DOI: 10.1121/10.0023297 ISSN: 0001-4966

Consonant and vowel rounding: Same acoustics, different visuals

Baichen Du, Alexandra Pfiffner, Keith Johnson
  • Acoustics and Ultrasonics
  • Arts and Humanities (miscellaneous)

The phonological feature [±round] is normally associated with vowels, but this feature is also relevant for some consonant contrasts, such as the retroflex/non-retroflex sibilant contrast in Mandarin. One might assume that contrastive lip rounding would be the same gesture for consonants and vowels within language. However, because similar acoustic results can be achieved through different articulations, we hypothesize that the exact parameters of rounding might be variable for different segment types.
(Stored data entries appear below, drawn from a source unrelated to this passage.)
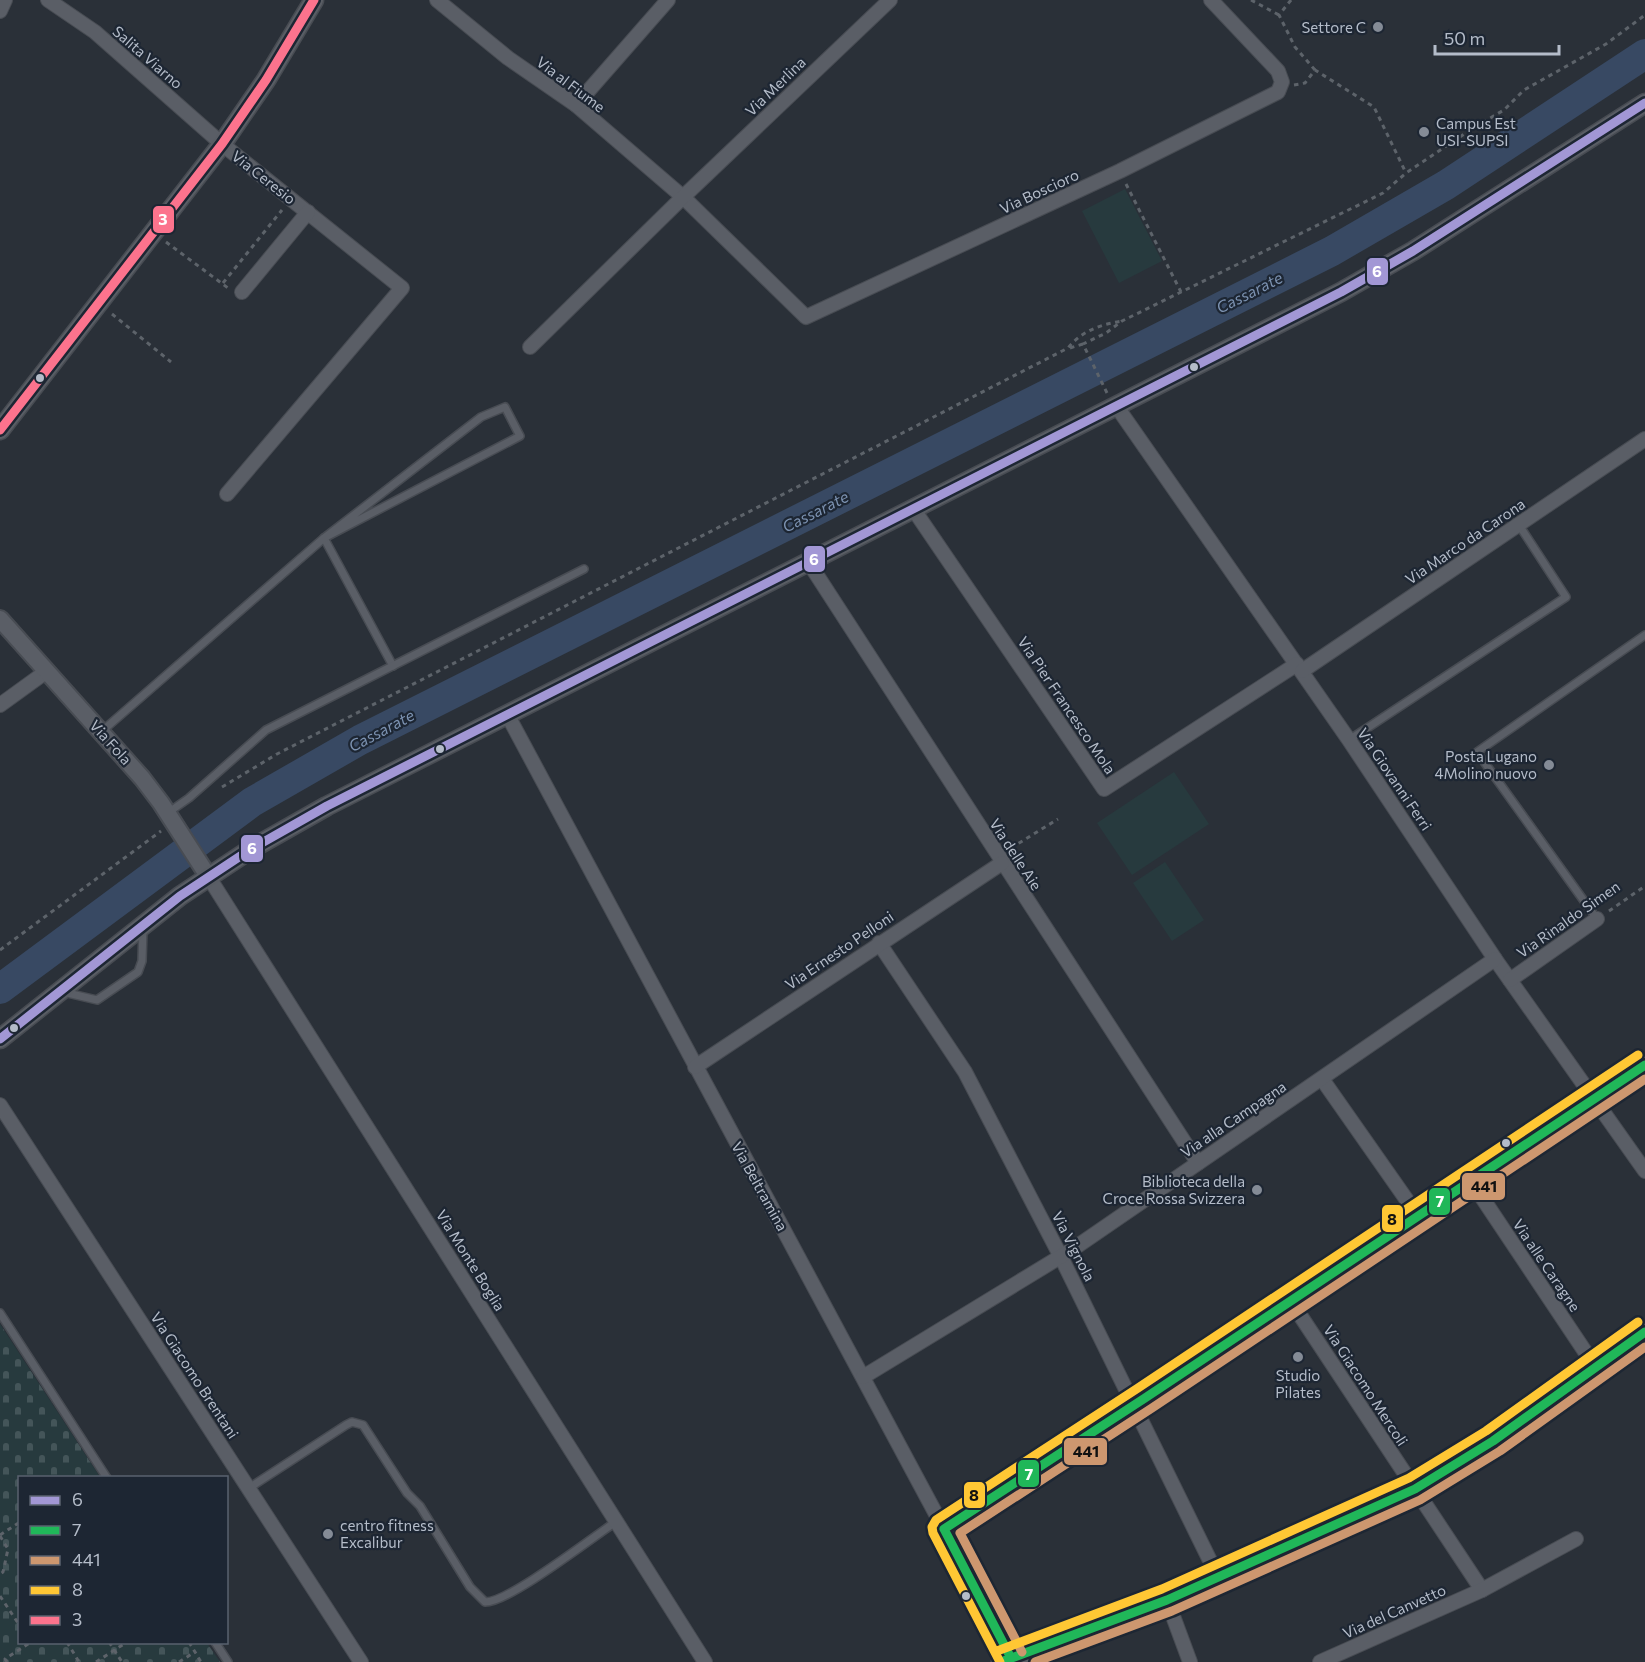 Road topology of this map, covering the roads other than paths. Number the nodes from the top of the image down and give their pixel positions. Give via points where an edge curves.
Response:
1 (5, 0) edge
2 (48, 0) edge
3 (314, 0) edge
4 (437, 0) edge
5 (668, 0) edge
6 (890, 0) edge
7 (1211, 0) edge
8 (0, 11) edge
9 (1645, 104) edge
10 (576, 105) junction
11 (222, 144) junction
12 (683, 197) junction
13 (308, 212) junction
14 (237, 292) road end
15 (806, 317) joint
16 (530, 347) dead end
17 (1117, 407) junction
18 (0, 430) edge
19 (1645, 438) edge
20 (227, 494) dead end
21 (914, 510) junction
22 (1519, 525) junction
23 (324, 538) junction
24 (809, 563) junction
25 (584, 569) dead end
26 (0, 619) edge
27 (1645, 635) edge
28 (393, 666) junction
29 (1299, 668) junction
30 (47, 671) junction
31 (0, 705) edge
32 (507, 714) junction
33 (101, 732) junction
34 (1349, 740) junction
35 (171, 820) junction
36 (1000, 860) junction
37 (204, 871) junction
38 (1597, 918) joint
39 (143, 925) junction
40 (879, 943) junction
41 (1495, 959) junction
42 (1510, 980) junction
43 (60, 992) junction
44 (0, 1039) edge
45 (1645, 1065) edge
46 (695, 1066) junction
47 (1322, 1079) junction
48 (1594, 1099) junction
49 (0, 1105) edge
50 (1198, 1163) junction
51 (1645, 1171) edge
52 (1471, 1181) junction
53 (1418, 1216) junction
54 (1061, 1257) junction
55 (1290, 1299) junction
56 (0, 1313) edge
57 (1645, 1332) edge
58 (1596, 1368) junction
59 (863, 1377) junction
60 (1134, 1404) junction
61 (106, 1476) edge
62 (249, 1488) junction
63 (1415, 1489) junction
64 (617, 1521) junction
65 (944, 1528) junction
66 (1576, 1539) dead end
67 (1218, 1577) junction
68 (1482, 1590) junction
69 (1167, 1600) junction
70 (216, 1644) edge
71 (1006, 1660) edge
72 (228, 1662) edge
73 (362, 1662) edge
74 (705, 1662) edge
75 (1190, 1662) edge
76 (1320, 1662) edge

1 - 8 street
2 - 11 street, Salita Viarno via 95,32
3 - 11 main road
4 - 10 street, Via al Fiume via 508,58
5 - 10 street
6 - 12 street, Via Merlina
7 - 15 street, Via Boscioro via 1278,71 1280,87 1272,96
9 - 17 main road via 1380,270
10 - 12 street, Via al Fiume
11 - 13 street, Via Ceresio
11 - 18 main road, Via Ceresio
12 - 15 street, Via al Fiume
12 - 16 street
13 - 14 street, Via Ceresio
13 - 20 street, Via Ceresio via 402,288
17 - 21 main road
17 - 29 street, Via Giovanni Ferri
19 - 22 street, Via Marco da Carona
21 - 24 main road
21 - 29 street, Via Pier Francesco Mola via 1104,789
22 - 29 street, Via Marco da Carona
22 - 34 lane via 1566,597
23 - 23 lane via 520,436 505,407 481,417
23 - 28 lane
23 - 33 lane
24 - 32 main road
24 - 36 street, Via delle Aie
25 - 28 lane
26 - 30 street, Via Fola
27 - 38 lane via 1477,752
28 - 35 lane via 266,730 189,798
29 - 34 street, Via Giovanni Ferri
30 - 31 street
30 - 33 street, Via Fola
32 - 37 main road
32 - 46 street, Via Beltramina
33 - 35 street, Via Fola via 142,778
34 - 41 street, Via Giovanni Ferri
35 - 37 street, Via Fola
36 - 40 street, Via Ernesto Pelloni
36 - 50 street, Via delle Aie
37 - 39 main road
37 - 64 street, Via Monte Boglia
38 - 42 street, Via Rinaldo Simen
39 - 43 main road
39 - 43 lane via 141,967 135,975 98,1000
40 - 46 street, Via Ernesto Pelloni
40 - 54 street, Via Vignola via 965,1072
41 - 42 street, Via Giovanni Ferri
41 - 47 street, Via alla Campagna
42 - 48 street, Via Giovanni Ferri
43 - 44 main road
45 - 48 main road
46 - 59 street, Via Beltramina
47 - 50 street, Via alla Campagna
47 - 53 street
48 - 51 street, Via Giovanni Ferri
48 - 52 main road
49 - 62 street, Via Giacomo Brentani
50 - 54 street, Via alla Campagna
52 - 53 main road
52 - 58 street, Via alle Caragne
53 - 55 main road
54 - 59 street, Via alla Campagna
54 - 60 street, Via Vignola
55 - 60 main road
55 - 63 street, Via Giacomo Mercoli
56 - 61 lane
57 - 58 main road
58 - 63 main road via 1494,1441
59 - 65 street, Via Beltramina
60 - 65 main road
60 - 67 street, Via Vignola
62 - 64 lane via 346,1425 363,1425 470,1587 485,1602 502,1597
62 - 73 street, Via Giacomo Brentani
63 - 67 main road
63 - 68 street
64 - 74 street, Via Monte Boglia
65 - 71 main road, Via Beltramina
66 - 68 street, Via del Canvetto
67 - 69 main road
68 - 76 street, Via del Canvetto
69 - 71 main road
69 - 75 street
70 - 72 lane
An audiovisual production experiment was conducted with 30 Mandarin native speakers. Subjects produced 35 words with sibilants onsets (retroflexes /ʂ, ʈʂ, ʈʰ/, alveolars /s, ts, tsʰ/, palatoalveolars /ɕ, tɕ, tɕʰ/), and 40 words with high-front rounded/unrounded nuclei (/i/ and /y/). We found robust individual variation and that consonants and vowels were characterized with different visual properties: /y/ had small aperture in both vertical and horizontal directions and therefore smaller lip opening area than in /i/, while retroflexes had smaller horizontal but larger vertical apertures than alveolars or palatals. Acoustical consequences of rounding were similar: both spectral Center of Gravity and F1–F4 were lowered compared to unrounded counterparts, indicating that the same phonological feature may have multiple visual/articulatory correlates.